Robert Ames, the co-artistic director of the London Contemporary Orchestra states, "All-black instantly alienates the musicians from the audience … It's extremely boring and outdated." A collaboration with fashion designer Dame Vivienne Westwood resulted recently in some quite unusual outfits.










Professor Peter Dickinson, a writer and composer, said: "Music as music is not enough any more. The visual culture is dominating in ways that not long ago would have been regarded as unacceptable, for example projections in concerts. However, if the assumption is that you've always got to present music like television programmes, then we're losing the essence of classical music. It is too richly complex to be used as wallpaper and subordinated to what is seen. We must resist this infringement and teach the young to love music in its own right."

The subject of dress was raised earlier this year in a speech at the annual conference of the Association of British Orchestras. Max Hole, the head of Universal Music's classical music division, called on musicians "to think about the way they dress" to engage more with young audiences.

Ames said that Westwood's outfits were in keeping with the vision of the Stockhausen music the LCO will be playing this Thursday at the Roundhouse in London. He said Stockhausen wanted the audience to associate each piece within his epic _KLANG - Die 24 Stunden des Tages_ (Sound - The 24 Hours of the Day) with different colours: "We decided to dress the musicians in white and give the audience different glasses where they see each piece in a different colour." The LCO, formed in 2008, specialises in new music and has worked with leading composers and artists.

Westwood is known as the "godmother of punk". She drew on 1970s punk music and became one of the world's most influential fashion designers with provocative clothes bearing anti-establishment imagery and combining elements of historical British dress, including the 19th-century bustle, with tartan miniskirts.

She is said to be passionate about classical music and opera, and works regularly with English National Ballet, as well as opera stars including the American soprano Renée Fleming.

Westwood has donated outfits to the LCO and is said to have spent "a considerable amount of time and resource" on their partnership without charge, although the promotional value is presumably welcome.


----------



## Lunasong

I have not seen my local orchestra in anything but variants of black and white for many years. About a decade ago, they had a sponsor who wanted them to wear denim long sleeve shirts for the sponsored concerts.
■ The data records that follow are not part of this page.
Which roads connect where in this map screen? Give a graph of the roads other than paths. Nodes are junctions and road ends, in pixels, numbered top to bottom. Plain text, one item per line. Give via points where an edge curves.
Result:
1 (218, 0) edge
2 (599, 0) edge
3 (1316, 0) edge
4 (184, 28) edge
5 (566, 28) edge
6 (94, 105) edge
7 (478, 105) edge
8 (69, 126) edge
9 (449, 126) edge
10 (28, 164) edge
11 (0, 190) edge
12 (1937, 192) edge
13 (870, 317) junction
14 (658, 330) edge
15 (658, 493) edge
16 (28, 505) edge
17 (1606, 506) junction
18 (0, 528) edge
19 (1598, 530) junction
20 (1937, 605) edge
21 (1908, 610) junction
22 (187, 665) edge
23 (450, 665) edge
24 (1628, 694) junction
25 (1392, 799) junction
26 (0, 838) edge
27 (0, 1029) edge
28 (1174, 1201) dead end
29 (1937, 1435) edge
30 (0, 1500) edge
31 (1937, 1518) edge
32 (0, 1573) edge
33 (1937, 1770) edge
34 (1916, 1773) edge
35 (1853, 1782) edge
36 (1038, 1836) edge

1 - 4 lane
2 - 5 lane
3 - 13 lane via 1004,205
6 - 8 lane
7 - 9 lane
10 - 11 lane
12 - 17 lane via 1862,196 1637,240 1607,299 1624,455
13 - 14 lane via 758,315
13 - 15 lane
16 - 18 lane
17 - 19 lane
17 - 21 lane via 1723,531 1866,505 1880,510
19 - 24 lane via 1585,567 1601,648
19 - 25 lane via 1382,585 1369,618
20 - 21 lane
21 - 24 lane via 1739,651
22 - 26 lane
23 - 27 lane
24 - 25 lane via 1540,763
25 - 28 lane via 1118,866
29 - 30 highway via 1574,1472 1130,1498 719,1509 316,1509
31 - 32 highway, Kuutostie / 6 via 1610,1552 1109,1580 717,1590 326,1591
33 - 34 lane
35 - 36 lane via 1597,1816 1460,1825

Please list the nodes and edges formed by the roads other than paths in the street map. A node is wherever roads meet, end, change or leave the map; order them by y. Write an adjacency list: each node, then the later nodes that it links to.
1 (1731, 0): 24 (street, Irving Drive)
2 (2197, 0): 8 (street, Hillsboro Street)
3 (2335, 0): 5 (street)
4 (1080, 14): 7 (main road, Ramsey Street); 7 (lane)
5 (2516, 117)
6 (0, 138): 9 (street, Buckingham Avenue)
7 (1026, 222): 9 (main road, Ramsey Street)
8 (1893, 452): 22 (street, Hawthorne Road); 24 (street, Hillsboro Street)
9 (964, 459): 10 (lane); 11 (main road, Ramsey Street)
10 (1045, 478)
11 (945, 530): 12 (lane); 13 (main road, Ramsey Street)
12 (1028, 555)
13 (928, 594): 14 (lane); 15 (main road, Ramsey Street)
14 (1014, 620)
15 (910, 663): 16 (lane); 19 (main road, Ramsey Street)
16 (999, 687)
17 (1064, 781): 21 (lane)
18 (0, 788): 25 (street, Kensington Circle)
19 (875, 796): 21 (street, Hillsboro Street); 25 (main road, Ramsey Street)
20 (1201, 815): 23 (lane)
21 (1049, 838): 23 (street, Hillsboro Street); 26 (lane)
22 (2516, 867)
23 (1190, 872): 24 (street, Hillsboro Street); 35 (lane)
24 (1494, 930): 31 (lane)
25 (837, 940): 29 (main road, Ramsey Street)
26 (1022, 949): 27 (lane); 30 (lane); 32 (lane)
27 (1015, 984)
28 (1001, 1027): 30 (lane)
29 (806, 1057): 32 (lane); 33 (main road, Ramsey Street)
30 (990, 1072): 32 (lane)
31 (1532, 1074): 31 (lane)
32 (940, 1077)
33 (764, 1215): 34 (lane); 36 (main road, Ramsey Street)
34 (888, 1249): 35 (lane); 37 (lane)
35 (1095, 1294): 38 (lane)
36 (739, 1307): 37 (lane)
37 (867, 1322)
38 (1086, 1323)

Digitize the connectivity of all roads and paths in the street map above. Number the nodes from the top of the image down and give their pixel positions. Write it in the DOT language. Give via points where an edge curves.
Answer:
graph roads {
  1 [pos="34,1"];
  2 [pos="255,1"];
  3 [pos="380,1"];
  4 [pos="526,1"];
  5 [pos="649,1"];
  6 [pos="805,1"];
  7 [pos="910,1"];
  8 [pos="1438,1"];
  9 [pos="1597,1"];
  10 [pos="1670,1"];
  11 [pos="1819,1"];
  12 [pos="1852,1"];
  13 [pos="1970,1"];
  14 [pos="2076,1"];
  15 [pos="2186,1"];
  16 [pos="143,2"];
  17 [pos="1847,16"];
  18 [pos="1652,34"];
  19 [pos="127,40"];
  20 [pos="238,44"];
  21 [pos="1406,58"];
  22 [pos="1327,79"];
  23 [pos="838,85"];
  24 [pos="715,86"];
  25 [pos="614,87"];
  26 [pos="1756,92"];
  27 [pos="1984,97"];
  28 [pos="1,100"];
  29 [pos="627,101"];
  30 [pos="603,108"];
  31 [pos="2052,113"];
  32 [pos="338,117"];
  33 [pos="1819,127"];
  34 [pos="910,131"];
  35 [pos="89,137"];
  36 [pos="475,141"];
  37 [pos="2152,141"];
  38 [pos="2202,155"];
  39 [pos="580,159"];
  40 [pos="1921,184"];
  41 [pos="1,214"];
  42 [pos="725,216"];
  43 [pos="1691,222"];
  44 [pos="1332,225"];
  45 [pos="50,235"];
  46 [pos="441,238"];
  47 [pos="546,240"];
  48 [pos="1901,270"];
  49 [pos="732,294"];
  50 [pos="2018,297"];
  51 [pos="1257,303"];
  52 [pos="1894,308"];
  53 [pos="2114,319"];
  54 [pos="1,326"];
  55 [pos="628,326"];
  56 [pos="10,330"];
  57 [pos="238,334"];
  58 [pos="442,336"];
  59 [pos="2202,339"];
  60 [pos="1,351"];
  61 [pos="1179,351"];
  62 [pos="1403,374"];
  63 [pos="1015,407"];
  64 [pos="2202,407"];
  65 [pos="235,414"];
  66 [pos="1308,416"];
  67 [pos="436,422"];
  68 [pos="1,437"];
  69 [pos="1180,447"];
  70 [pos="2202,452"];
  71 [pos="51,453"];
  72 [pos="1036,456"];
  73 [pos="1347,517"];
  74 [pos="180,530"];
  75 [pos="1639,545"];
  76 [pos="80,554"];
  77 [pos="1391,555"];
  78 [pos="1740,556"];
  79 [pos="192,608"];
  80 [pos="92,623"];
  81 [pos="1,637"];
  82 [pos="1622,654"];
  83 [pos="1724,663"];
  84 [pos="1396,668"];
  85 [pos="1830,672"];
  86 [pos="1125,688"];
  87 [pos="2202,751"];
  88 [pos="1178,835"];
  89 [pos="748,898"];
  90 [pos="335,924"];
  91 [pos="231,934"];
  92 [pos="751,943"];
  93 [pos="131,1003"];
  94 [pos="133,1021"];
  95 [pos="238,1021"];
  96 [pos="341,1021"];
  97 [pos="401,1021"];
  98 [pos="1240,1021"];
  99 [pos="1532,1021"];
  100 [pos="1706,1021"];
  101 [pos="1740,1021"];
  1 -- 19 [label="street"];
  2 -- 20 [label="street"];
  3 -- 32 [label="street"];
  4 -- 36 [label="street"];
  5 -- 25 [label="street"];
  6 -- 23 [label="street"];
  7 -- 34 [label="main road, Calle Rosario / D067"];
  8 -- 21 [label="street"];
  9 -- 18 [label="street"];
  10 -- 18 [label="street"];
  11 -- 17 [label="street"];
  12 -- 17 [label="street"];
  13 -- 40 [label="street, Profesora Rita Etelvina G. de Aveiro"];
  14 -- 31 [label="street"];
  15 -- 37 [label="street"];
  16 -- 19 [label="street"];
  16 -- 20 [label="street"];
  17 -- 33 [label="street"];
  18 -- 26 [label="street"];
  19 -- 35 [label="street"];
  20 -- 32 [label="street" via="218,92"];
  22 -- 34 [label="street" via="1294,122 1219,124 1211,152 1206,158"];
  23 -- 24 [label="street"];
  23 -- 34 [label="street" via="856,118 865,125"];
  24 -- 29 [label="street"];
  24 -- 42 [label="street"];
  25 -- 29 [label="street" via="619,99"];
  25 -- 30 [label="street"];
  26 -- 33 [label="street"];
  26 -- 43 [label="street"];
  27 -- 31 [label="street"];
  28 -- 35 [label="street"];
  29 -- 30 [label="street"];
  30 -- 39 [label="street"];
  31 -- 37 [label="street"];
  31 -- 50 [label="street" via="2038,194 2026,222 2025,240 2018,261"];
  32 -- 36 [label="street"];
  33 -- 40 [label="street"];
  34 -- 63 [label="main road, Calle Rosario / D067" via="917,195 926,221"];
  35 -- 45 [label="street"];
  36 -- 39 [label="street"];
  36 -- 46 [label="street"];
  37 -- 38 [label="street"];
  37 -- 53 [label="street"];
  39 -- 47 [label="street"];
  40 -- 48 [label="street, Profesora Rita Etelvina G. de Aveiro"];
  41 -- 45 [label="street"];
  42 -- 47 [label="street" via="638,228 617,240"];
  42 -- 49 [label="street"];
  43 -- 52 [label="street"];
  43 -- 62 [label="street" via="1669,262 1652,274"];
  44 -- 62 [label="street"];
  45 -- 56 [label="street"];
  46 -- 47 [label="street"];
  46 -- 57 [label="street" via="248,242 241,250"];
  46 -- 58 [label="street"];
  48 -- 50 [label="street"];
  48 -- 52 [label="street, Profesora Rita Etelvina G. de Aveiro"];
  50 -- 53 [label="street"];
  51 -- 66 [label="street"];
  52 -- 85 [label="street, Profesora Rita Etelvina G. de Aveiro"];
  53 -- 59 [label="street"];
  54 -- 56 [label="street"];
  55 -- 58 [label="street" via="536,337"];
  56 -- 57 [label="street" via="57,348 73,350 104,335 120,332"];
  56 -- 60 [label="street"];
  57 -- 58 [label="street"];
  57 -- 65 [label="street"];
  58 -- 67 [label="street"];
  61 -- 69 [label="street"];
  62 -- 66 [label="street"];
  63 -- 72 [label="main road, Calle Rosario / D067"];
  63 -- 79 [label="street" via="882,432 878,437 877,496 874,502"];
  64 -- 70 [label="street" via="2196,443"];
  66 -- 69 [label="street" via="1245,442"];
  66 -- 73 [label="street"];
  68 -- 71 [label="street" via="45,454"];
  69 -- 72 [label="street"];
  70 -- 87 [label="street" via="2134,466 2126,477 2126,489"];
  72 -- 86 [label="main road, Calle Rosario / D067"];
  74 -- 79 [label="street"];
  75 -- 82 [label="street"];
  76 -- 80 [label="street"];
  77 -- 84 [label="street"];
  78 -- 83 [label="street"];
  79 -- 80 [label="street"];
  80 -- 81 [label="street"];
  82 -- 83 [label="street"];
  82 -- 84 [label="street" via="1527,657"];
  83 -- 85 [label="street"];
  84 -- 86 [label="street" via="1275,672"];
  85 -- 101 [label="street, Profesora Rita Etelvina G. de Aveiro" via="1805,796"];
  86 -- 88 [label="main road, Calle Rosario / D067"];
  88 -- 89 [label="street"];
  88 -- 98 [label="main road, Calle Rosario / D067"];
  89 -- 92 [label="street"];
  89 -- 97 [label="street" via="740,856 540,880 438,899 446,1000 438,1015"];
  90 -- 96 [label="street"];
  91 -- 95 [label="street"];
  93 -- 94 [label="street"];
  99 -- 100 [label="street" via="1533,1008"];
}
It looked...odd. I don't remember what pants they had to wear; black or jeans.


----------



## Ingélou

I think black is boring & some other colour for each orchestra would be more interesting. It's also odd how the men are all trussed up in jackets while the females can be skimpily clad. Everyone wearing clothes appropriate to the heating system, and no stiff sleeves, would be more comfortable.


----------



## PetrB

Lunasong said:


> *
> Ames said that Westwood's outfits were in keeping with the vision of the Stockhausen music the LCO will be playing this Thursday at the Roundhouse in London. He said Stockhausen wanted the audience to associate each piece within his epic KLANG - Die 24 Stunden des Tages (Sound - The 24 Hours of the Day) with different colours: "We decided to dress the musicians in white and give the audience different glasses where they see each piece in a different colour."*


*

First, if you want the culture audience do not hire a television producer as a consultant 

I can not think of anything much lamer, or that has such an air of pandering / condescension to it -- if you seriously are out to aggressively turn off the yet to be gotten in touch with future audiences and the old garde, this is exactly the approach you will take, kindergarten tactics on adults from whom you are hoping to appeal to pay pounds, not a penny but pounds, on an engaging entertainment. Right. Turn it into a colored paper decorations kiddie party.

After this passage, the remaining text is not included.